Data to process:
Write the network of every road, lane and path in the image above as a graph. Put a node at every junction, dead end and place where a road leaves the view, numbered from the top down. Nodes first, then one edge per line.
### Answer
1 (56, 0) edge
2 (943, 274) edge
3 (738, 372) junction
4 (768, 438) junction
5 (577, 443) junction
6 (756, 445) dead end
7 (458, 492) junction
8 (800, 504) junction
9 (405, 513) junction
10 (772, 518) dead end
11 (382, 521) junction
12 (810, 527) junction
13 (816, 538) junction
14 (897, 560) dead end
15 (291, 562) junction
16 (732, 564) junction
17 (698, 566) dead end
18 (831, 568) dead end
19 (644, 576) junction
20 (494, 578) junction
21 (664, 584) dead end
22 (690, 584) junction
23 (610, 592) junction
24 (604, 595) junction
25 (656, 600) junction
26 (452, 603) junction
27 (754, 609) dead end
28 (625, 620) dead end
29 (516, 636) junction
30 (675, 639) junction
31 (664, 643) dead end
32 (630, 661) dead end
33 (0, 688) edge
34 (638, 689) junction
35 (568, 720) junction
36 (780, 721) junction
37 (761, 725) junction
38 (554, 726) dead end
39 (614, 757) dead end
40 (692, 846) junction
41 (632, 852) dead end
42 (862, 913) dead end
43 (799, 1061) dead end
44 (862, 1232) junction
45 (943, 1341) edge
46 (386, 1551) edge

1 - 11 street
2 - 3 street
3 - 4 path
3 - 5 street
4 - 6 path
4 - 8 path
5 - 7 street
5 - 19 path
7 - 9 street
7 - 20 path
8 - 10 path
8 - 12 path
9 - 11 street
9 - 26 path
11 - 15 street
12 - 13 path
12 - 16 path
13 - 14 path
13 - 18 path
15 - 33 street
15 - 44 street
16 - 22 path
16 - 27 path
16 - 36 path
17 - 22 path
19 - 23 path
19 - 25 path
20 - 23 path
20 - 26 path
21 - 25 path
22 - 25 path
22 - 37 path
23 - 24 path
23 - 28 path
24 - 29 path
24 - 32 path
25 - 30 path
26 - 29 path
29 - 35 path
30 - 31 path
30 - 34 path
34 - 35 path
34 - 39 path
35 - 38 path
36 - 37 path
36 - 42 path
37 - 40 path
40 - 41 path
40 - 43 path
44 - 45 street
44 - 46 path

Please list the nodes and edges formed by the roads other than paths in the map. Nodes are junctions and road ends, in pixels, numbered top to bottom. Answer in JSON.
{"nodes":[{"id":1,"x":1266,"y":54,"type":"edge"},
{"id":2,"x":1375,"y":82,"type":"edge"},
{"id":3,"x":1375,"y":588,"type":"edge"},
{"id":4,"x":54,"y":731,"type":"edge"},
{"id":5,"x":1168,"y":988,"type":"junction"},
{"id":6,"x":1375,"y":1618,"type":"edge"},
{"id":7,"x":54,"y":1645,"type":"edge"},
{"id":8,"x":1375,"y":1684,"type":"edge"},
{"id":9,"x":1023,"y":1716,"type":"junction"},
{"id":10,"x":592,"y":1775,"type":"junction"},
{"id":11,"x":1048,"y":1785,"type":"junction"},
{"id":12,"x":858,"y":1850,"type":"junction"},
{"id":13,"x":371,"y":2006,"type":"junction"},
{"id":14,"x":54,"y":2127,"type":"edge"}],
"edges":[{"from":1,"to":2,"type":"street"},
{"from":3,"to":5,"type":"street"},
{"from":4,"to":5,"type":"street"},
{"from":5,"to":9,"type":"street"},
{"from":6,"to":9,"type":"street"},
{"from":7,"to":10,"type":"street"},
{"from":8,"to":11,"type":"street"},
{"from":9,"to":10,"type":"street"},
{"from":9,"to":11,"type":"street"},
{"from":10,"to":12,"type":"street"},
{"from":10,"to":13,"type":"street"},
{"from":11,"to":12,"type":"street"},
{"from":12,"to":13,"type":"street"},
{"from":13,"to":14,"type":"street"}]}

Task requirements: Copy each line above containing the string "road".

Answer section:
Write the network of every road, lane and path in the image above as a graph. Put a node at every junction, dead end and place where a road leaves the view, numbered from the top down. Nodes first, then one edge per line.
Please list the nodes and edges formed by the roads other than paths in the map. Nodes are junctions and road ends, in pixels, numbered top to bottom. Answer in JSON.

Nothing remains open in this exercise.